良性線維束性収縮(benign fasciculation: BF)
良性線維束性収縮症候群(benign fasciculation syndrome: BFS)
(適切な日本語がなし)(cramp-fasciculation syndrome: CFS)
線維束性収縮のみの異常を呈するのがBFSで、線維束性収縮+筋痙攣(cramp)ならCFSと呼べます。

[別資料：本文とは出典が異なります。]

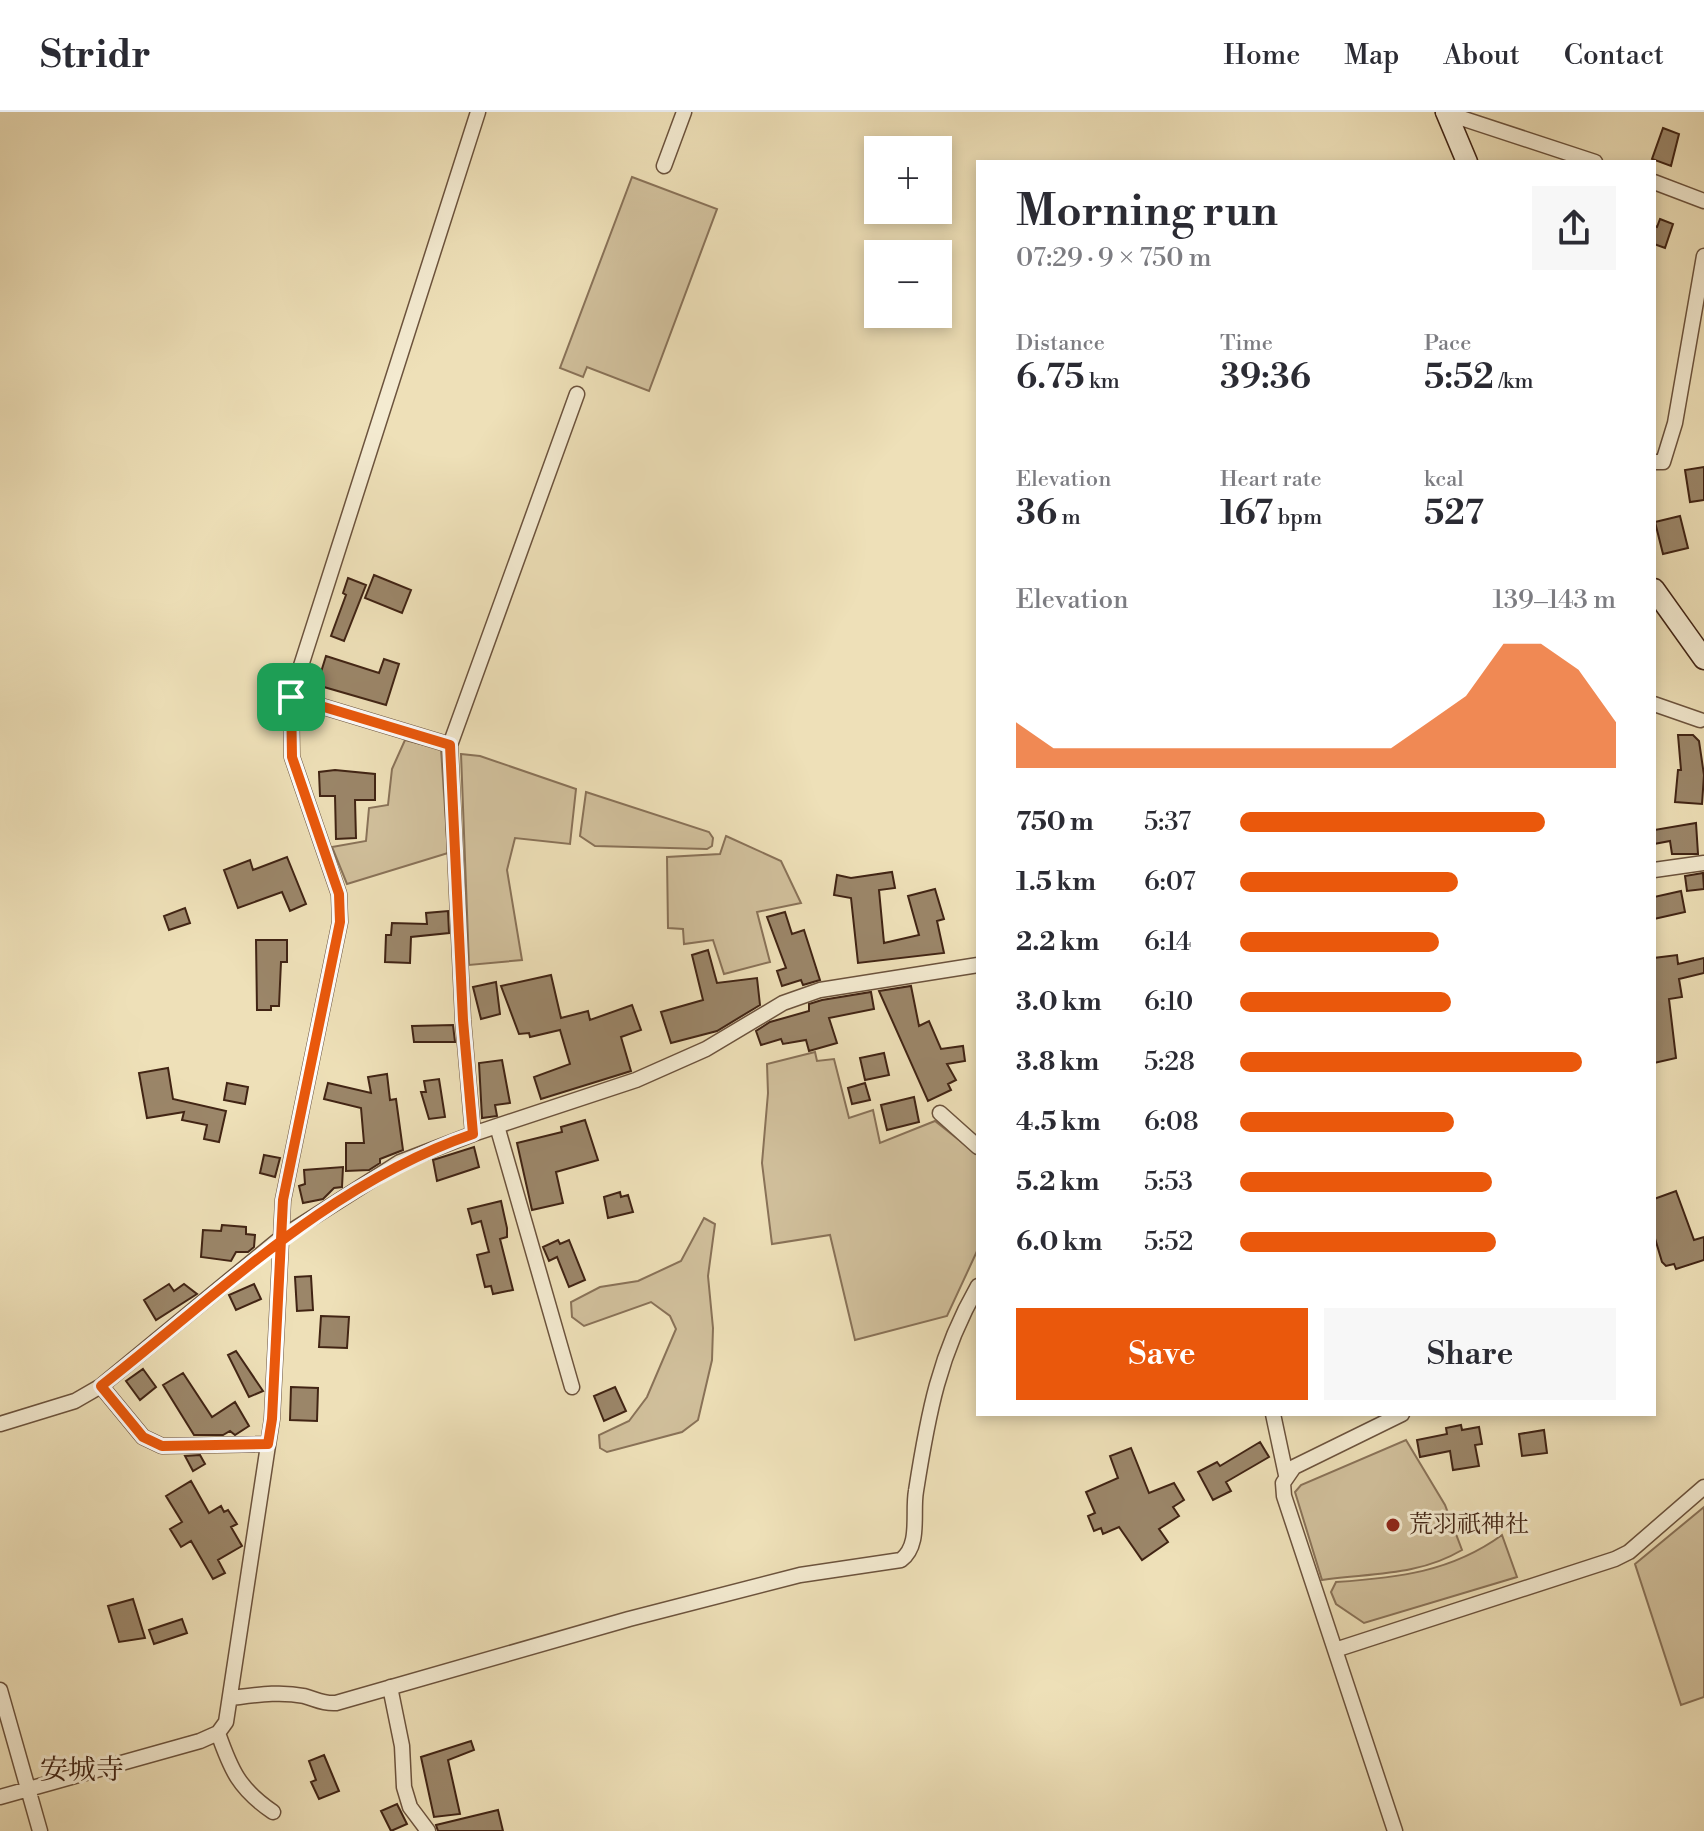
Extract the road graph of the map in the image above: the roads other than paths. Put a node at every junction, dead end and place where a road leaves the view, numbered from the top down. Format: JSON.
{"nodes":[{"id":1,"x":478,"y":112,"type":"edge"},
{"id":2,"x":684,"y":112,"type":"edge"},
{"id":3,"x":1445,"y":113,"type":"edge"},
{"id":4,"x":1466,"y":160,"type":"edge"},
{"id":5,"x":1589,"y":160,"type":"edge"},
{"id":6,"x":664,"y":166,"type":"dead end"},
{"id":7,"x":1656,"y":183,"type":"edge"},
{"id":8,"x":1704,"y":201,"type":"edge"},
{"id":9,"x":1704,"y":256,"type":"edge"},
{"id":10,"x":577,"y":394,"type":"dead end"},
{"id":11,"x":1656,"y":462,"type":"edge"},
{"id":12,"x":1656,"y":592,"type":"edge"},
{"id":13,"x":1704,"y":659,"type":"edge"},
{"id":14,"x":291,"y":697,"type":"junction"},
{"id":15,"x":1656,"y":705,"type":"edge"},
{"id":16,"x":1703,"y":721,"type":"edge"},
{"id":17,"x":450,"y":745,"type":"junction"},
{"id":18,"x":1704,"y":863,"type":"edge"},
{"id":19,"x":1656,"y":870,"type":"edge"},
{"id":20,"x":976,"y":965,"type":"edge"},
{"id":21,"x":940,"y":1113,"type":"dead end"},
{"id":22,"x":497,"y":1126,"type":"junction"},
{"id":23,"x":473,"y":1134,"type":"junction"},
{"id":24,"x":976,"y":1145,"type":"edge"},
{"id":25,"x":282,"y":1237,"type":"junction"},
{"id":26,"x":976,"y":1290,"type":"edge"},
{"id":27,"x":101,"y":1386,"type":"junction"},
{"id":28,"x":572,"y":1387,"type":"dead end"},
{"id":29,"x":1273,"y":1416,"type":"edge"},
{"id":30,"x":1398,"y":1416,"type":"edge"},
{"id":31,"x":0,"y":1424,"type":"edge"},
{"id":32,"x":268,"y":1444,"type":"junction"},
{"id":33,"x":1286,"y":1475,"type":"junction"},
{"id":34,"x":1704,"y":1487,"type":"edge"},
{"id":35,"x":1335,"y":1650,"type":"junction"},
{"id":36,"x":390,"y":1687,"type":"junction"},
{"id":37,"x":0,"y":1690,"type":"edge"},
{"id":38,"x":231,"y":1698,"type":"junction"},
{"id":39,"x":218,"y":1733,"type":"junction"},
{"id":40,"x":27,"y":1789,"type":"junction"},
{"id":41,"x":0,"y":1797,"type":"edge"},
{"id":42,"x":273,"y":1812,"type":"dead end"},
{"id":43,"x":40,"y":1831,"type":"edge"},
{"id":44,"x":428,"y":1831,"type":"edge"},
{"id":45,"x":1395,"y":1831,"type":"edge"}],
"edges":[{"from":1,"to":14,"type":"street"},
{"from":2,"to":6,"type":"street"},
{"from":3,"to":4,"type":"street"},
{"from":3,"to":5,"type":"street"},
{"from":7,"to":8,"type":"street"},
{"from":9,"to":11,"type":"street"},
{"from":10,"to":17,"type":"street"},
{"from":12,"to":13,"type":"street"},
{"from":14,"to":17,"type":"street"},
{"from":14,"to":25,"type":"street"},
{"from":15,"to":16,"type":"street"},
{"from":17,"to":23,"type":"street"},
{"from":18,"to":19,"type":"street"},
{"from":20,"to":22,"type":"street"},
{"from":21,"to":24,"type":"street"},
{"from":22,"to":23,"type":"street"},
{"from":22,"to":28,"type":"street"},
{"from":23,"to":25,"type":"street"},
{"from":25,"to":27,"type":"street"},
{"from":25,"to":32,"type":"street"},
{"from":26,"to":36,"type":"street"},
{"from":27,"to":31,"type":"street"},
{"from":27,"to":32,"type":"street"},
{"from":29,"to":33,"type":"street"},
{"from":30,"to":33,"type":"street"},
{"from":32,"to":38,"type":"street"},
{"from":33,"to":35,"type":"street"},
{"from":34,"to":35,"type":"street"},
{"from":35,"to":45,"type":"street"},
{"from":36,"to":38,"type":"street"},
{"from":36,"to":44,"type":"street"},
{"from":37,"to":40,"type":"street"},
{"from":38,"to":39,"type":"street"},
{"from":39,"to":40,"type":"street"},
{"from":39,"to":42,"type":"street"},
{"from":40,"to":41,"type":"street"},
{"from":40,"to":43,"type":"street"}]}
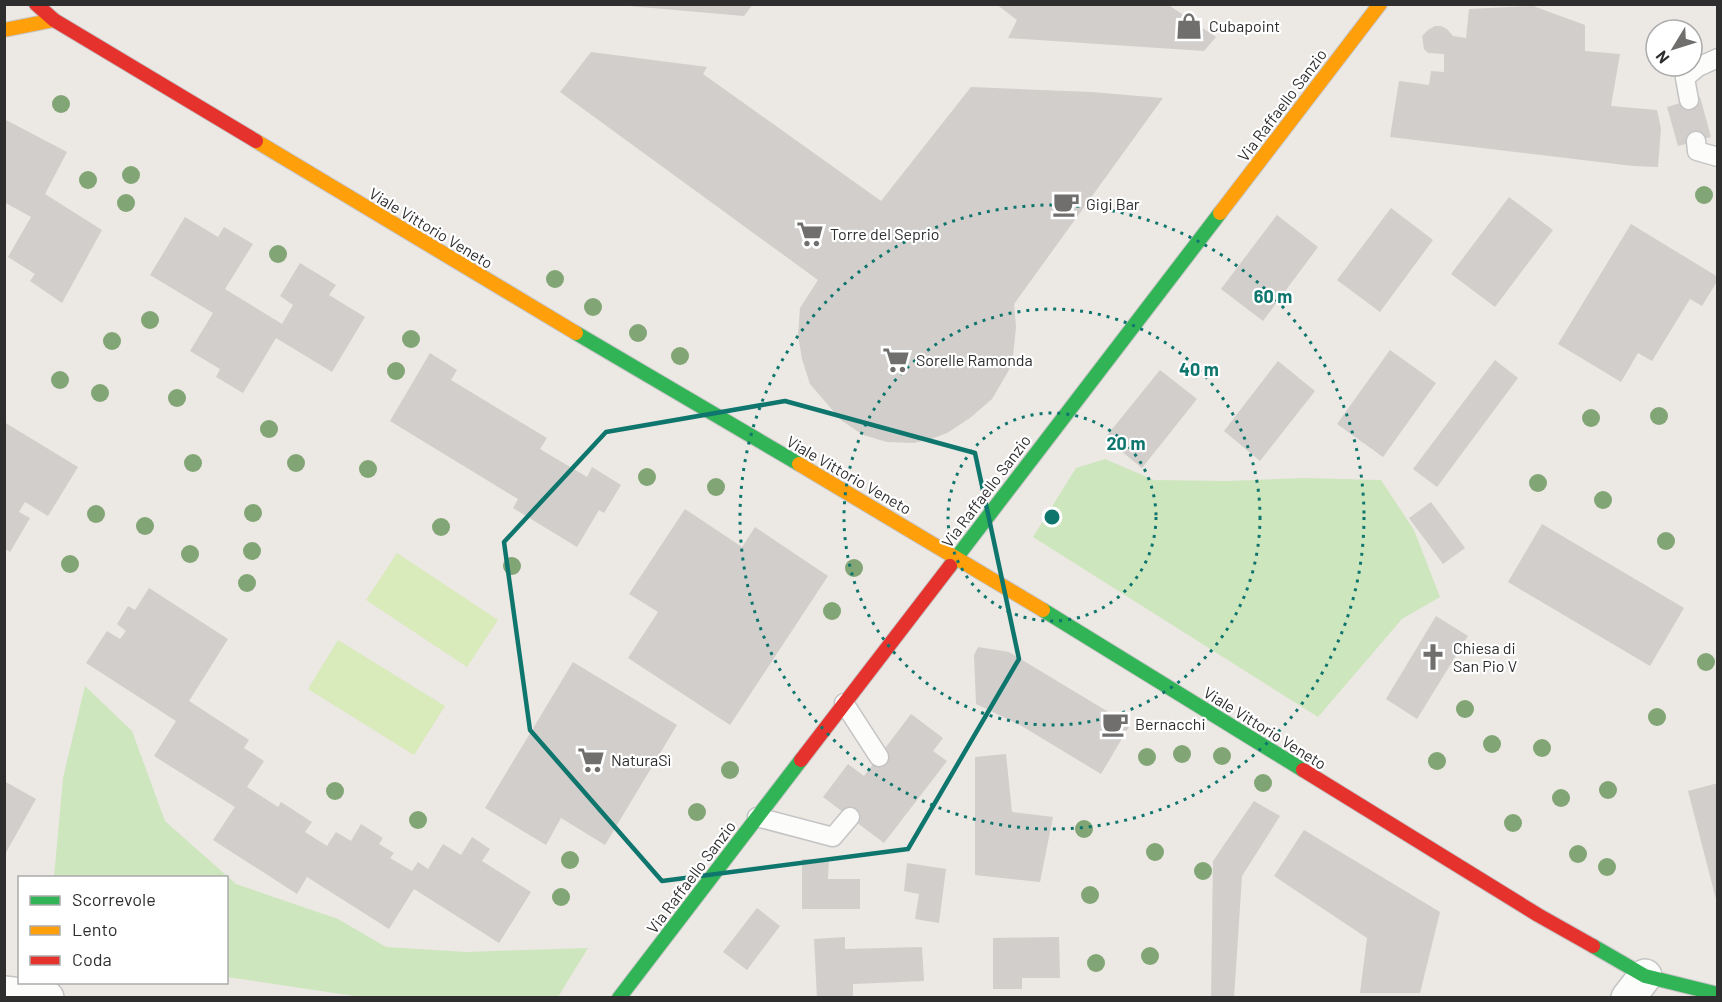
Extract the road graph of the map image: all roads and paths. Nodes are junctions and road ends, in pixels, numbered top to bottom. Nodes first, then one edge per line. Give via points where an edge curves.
1 (36, 4) edge
2 (1380, 4) edge
3 (54, 20) junction
4 (4, 30) edge
5 (1718, 58) edge
6 (1689, 100) dead end
7 (1696, 141) dead end
8 (1718, 157) edge
9 (956, 557) junction
10 (844, 703) junction
11 (879, 757) dead end
12 (757, 817) junction
13 (850, 817) dead end
14 (1636, 987) edge
15 (4, 993) edge
16 (1718, 994) edge
17 (47, 998) edge
18 (619, 998) edge

1 - 3 main road, Viale Vittorio Veneto
2 - 9 main road, Via Raffaello Sanzio
3 - 4 main road
3 - 9 main road, Viale Vittorio Veneto
5 - 6 lane via 1685,78
7 - 8 lane via 1697,151
9 - 10 main road, Via Raffaello Sanzio
9 - 14 main road, Viale Vittorio Veneto via 1538,915
10 - 11 lane
10 - 12 main road, Via Raffaello Sanzio
12 - 13 lane via 832,837
12 - 18 main road, Via Raffaello Sanzio
14 - 16 main road, Viale Vittorio Veneto
15 - 17 street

筋萎縮性側索硬化症(amyotrophic lateral sclerosis; ALS)
ALS類縁疾患として下記1~3があげられます
1、    原発性側索硬化症(primary lateral sclerosis:PLS)→上位運動ニューロンのみ障害
2、    進行性筋萎縮症(progressive muscular atrophy:PMA)→下位運動ニューロンのみ障害
3、    進行性球麻痺(progressive bulbar palsy:PBP)→球麻痺が前景

運動ニューロン疾患(motor neuron disease; MND)

日本ではMNDの中に上記ALS、PLS、PMA、PBPが含まれる傾向にあります。脊髄性筋萎縮症(SMA)や球脊髄性筋萎縮症(SBMA)はMNDに含まれない傾向にあります(症例から考える針筋電図。診断と治療社 P69参照)。


<良書>
ALSについては【筋萎縮性側索硬化症ガイドライン2013】(207ページ)とネットで引いてみて下さ(注:最近ガイドライン2023年版が発売されました)。PDF12個に分割されていますが無料で日本神経学会より入手できます。やや古いためラジカットは保険適応前で記載されていません。上記ガイドラインのP31に線維束性収縮だけを認める例では長期の観察を要するとなっています。患者さんにとったらおそろしく長い期間恐怖にさらされます。文章中には載っていませんが、BFSは線維束性収縮を敏感に感じてしまう身体化障害の一つですから心療内科/精神科と早めに連携を取っていくことが望ましいと考えられます(後述する3、BFSの2症例の文献参照)。

<疫学>
ALSの好発年齢は60代に多く約1.5:1で男性に多いです。年間発症率は10万人に1~2人と少なく、さらに若年で発症する可能性はとても低いです。【日本におけるALS患者さんの動向】とネット検索してみれば現在のALSに罹患している患者数つまり有病率(その病気を持っている患者数)がわかります。若年での発症が低いことがわかります。
一方BFSの好発年齢は30~50才と幅広く約2:1以上で男性に多いようです(後述するブログ3~6の文献参照)。

<リスク>
ALS最大のリスクは加齢(60代/70代ピーク)、喫煙があげられます。
ぴくつきを認めBFSやALSが心配な方はすぐに禁煙しましょう。酸化ストレスを回避できます。ここらへんはALSの治療ラジカットやALS reversalsでもあげられるcurcuminなどと関連してきます。

BFSのリスクは不眠、不安、ストレス、疲労、過度の運動、カフェインなどです。後日文献を紹介したあとにBFSについてまとめたいと思います。